* **About this exercise**
This task calls for copying each line below that contains "Math".

Working data START

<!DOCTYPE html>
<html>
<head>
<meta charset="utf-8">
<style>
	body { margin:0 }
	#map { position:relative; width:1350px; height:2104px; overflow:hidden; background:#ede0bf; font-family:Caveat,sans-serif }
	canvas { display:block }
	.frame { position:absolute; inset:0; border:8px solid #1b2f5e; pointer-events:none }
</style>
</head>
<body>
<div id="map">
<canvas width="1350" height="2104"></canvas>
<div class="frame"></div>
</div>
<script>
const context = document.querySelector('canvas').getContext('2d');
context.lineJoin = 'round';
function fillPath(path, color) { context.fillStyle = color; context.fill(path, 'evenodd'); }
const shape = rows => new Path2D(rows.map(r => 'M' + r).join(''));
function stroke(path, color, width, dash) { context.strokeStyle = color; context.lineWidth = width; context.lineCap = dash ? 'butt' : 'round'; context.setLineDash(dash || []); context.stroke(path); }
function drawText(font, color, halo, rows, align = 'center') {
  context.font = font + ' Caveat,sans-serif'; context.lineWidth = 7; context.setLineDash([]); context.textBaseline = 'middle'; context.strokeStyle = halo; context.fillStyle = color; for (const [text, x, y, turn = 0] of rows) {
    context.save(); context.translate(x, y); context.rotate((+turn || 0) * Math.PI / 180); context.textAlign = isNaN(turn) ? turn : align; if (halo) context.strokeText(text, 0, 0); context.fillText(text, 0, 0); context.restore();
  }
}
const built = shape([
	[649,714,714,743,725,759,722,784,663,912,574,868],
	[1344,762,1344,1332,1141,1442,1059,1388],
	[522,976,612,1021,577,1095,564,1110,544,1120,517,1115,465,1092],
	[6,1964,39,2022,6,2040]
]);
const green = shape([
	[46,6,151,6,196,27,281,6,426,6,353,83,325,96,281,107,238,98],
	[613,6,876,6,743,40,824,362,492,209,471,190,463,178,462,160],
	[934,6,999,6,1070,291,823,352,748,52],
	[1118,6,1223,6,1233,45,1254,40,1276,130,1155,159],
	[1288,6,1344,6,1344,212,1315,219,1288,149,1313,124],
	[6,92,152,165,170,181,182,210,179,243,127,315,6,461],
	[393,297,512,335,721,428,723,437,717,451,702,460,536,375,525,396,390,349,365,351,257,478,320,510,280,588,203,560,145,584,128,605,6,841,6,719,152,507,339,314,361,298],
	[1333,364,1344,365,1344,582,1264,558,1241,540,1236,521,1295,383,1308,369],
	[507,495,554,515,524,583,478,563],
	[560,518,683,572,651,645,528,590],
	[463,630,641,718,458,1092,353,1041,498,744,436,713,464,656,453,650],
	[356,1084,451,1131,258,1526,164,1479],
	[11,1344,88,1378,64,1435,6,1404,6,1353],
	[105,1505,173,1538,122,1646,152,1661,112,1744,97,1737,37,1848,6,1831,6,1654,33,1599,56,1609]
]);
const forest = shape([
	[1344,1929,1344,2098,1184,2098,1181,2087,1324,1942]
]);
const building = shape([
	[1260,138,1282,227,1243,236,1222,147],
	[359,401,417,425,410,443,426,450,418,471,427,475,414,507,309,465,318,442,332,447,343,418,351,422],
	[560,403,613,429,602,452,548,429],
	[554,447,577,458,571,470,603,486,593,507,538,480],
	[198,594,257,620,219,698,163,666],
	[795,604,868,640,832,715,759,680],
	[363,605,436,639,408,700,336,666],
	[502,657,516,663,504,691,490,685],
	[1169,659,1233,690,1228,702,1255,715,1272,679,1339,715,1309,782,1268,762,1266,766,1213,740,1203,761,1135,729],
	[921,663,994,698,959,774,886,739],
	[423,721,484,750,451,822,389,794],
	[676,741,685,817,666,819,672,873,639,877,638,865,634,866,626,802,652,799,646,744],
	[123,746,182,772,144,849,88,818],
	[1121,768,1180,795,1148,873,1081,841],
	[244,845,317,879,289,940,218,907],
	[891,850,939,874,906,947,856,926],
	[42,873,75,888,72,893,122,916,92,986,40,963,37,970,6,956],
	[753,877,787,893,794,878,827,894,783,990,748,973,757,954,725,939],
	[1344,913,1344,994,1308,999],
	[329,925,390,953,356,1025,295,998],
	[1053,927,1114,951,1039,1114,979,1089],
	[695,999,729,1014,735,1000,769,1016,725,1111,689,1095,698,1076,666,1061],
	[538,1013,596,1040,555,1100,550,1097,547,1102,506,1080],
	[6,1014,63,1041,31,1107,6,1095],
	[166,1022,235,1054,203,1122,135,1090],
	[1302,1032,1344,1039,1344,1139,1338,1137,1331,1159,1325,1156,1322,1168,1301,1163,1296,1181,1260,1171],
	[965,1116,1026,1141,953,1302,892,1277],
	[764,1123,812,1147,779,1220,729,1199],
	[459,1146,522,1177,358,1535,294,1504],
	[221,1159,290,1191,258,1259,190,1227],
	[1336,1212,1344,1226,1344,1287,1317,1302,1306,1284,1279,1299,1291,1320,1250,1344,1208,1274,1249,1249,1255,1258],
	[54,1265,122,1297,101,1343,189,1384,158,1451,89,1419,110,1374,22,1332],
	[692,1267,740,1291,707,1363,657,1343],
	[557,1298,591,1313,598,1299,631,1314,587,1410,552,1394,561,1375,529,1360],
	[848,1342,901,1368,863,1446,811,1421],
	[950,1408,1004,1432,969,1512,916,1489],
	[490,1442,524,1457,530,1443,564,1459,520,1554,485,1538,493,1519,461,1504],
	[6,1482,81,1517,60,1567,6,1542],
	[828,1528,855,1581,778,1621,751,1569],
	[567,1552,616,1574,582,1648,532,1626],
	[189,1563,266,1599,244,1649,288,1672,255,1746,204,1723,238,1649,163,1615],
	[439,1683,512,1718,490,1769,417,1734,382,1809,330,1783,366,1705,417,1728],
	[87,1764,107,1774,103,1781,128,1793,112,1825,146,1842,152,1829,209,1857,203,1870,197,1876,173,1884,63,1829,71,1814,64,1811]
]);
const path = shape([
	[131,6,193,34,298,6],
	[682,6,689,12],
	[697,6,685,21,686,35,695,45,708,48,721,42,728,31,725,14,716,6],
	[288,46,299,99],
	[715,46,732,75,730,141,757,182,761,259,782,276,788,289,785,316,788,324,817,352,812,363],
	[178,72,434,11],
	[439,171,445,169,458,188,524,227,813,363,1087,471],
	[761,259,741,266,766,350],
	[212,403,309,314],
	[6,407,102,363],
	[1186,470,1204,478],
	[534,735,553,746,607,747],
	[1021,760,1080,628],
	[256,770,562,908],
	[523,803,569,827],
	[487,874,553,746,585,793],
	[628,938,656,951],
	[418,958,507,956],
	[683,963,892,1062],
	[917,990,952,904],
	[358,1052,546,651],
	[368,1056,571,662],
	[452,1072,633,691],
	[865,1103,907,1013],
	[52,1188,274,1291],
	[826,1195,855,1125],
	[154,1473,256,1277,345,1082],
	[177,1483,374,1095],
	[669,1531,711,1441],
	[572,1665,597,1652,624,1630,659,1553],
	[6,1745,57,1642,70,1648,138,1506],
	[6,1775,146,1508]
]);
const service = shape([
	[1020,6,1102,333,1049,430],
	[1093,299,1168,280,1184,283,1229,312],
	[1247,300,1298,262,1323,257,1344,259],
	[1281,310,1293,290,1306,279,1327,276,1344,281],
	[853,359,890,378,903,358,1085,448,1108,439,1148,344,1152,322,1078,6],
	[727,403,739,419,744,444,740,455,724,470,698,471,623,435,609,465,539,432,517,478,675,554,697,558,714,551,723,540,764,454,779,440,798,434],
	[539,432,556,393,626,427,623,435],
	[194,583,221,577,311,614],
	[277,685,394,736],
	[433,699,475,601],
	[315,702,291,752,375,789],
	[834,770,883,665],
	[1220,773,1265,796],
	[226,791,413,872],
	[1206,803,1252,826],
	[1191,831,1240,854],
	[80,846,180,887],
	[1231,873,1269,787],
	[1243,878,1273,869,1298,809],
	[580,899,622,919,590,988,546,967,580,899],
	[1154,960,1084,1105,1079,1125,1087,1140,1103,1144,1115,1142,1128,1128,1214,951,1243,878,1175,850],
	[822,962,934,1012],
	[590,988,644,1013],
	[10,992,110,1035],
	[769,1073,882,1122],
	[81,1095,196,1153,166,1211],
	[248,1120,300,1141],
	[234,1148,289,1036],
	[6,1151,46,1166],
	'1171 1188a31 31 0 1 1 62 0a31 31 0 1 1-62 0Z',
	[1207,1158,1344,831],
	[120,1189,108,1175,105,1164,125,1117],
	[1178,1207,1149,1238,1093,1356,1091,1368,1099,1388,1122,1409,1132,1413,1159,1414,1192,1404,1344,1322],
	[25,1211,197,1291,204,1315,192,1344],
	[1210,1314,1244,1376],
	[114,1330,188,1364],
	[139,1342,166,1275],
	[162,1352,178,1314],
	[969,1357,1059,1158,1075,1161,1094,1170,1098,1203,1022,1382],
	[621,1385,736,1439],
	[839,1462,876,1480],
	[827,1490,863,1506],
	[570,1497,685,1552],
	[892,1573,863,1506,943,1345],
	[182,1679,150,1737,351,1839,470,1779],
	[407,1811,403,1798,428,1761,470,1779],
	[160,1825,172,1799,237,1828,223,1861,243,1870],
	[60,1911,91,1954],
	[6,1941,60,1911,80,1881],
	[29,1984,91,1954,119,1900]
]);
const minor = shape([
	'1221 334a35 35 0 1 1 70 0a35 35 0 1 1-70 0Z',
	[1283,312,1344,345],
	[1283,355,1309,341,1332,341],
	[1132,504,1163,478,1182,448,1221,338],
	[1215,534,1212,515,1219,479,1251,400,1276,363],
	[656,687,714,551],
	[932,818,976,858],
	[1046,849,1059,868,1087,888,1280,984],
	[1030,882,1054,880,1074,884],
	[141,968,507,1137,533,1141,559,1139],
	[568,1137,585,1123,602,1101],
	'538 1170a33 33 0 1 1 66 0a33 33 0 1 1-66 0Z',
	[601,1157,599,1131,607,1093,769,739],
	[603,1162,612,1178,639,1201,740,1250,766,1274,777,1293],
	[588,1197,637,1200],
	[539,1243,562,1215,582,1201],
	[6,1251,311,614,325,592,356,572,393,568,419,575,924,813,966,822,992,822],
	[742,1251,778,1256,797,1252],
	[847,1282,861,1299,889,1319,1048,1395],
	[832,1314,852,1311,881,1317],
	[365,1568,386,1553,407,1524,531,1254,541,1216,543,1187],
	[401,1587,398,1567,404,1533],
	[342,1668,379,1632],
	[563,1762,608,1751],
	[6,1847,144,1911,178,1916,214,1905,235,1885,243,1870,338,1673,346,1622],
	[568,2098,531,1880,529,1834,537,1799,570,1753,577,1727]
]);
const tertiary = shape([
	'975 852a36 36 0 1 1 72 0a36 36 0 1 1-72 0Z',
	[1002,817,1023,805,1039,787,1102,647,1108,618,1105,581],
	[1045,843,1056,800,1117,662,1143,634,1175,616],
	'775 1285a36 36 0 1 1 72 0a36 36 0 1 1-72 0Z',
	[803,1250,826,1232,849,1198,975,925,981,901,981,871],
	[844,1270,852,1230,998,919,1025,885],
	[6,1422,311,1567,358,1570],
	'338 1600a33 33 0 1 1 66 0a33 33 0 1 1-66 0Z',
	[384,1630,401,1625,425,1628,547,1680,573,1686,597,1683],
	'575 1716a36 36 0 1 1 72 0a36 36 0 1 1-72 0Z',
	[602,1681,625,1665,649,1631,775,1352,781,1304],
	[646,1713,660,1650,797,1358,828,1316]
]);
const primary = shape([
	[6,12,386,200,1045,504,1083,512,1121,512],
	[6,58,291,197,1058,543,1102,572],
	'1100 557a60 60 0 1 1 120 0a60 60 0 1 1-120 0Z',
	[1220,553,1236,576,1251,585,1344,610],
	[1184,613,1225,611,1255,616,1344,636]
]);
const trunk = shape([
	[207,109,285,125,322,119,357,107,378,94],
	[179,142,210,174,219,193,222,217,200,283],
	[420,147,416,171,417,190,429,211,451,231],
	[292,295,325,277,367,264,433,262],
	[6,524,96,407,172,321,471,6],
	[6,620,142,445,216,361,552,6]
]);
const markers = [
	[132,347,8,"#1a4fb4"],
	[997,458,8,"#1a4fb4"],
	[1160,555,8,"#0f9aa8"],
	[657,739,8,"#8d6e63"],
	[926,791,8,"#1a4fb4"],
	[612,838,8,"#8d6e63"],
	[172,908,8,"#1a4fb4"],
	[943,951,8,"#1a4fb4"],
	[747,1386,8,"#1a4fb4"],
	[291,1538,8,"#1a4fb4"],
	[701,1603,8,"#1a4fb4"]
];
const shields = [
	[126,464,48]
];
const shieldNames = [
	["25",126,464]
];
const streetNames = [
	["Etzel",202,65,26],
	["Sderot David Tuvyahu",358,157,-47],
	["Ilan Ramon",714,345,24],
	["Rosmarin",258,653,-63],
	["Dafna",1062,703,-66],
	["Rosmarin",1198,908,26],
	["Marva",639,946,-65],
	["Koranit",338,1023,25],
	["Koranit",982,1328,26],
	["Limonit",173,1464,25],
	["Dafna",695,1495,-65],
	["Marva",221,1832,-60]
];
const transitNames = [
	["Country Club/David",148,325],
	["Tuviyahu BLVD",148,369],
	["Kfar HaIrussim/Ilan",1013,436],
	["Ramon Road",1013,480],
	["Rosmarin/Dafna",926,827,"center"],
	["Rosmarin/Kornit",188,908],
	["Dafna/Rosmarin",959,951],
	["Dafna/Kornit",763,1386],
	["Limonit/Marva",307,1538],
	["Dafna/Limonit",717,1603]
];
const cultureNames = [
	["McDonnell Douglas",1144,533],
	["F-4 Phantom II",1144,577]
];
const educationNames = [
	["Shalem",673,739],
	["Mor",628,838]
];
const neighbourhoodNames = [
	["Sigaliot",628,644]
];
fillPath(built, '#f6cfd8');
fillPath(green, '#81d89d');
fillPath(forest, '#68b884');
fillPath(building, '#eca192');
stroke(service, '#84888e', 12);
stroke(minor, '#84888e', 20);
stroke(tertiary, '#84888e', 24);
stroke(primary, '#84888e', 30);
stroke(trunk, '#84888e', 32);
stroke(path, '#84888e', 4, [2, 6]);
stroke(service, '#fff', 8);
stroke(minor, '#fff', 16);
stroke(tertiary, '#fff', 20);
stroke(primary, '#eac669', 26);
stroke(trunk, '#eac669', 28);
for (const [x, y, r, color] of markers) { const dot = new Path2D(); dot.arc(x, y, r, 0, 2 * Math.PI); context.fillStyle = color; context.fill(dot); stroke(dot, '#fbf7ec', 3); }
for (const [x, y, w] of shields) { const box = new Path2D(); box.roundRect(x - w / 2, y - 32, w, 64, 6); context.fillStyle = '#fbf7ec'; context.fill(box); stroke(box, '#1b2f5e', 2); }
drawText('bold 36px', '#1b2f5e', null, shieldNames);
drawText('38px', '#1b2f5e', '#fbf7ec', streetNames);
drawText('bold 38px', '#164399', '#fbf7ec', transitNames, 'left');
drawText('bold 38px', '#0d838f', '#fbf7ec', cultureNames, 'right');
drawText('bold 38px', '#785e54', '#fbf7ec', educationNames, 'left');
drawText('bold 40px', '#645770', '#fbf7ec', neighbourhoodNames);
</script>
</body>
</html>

Working data END

* **Written solution**
    context.save(); context.translate(x, y); context.rotate((+turn || 0) * Math.PI / 180); context.textAlign = isNaN(turn) ? turn : align; if (halo) context.strokeText(text, 0, 0); context.fillText(text, 0, 0); context.restore();
for (const [x, y, r, color] of markers) { const dot = new Path2D(); dot.arc(x, y, r, 0, 2 * Math.PI); context.fillStyle = color; context.fill(dot); stroke(dot, '#fbf7ec', 3); }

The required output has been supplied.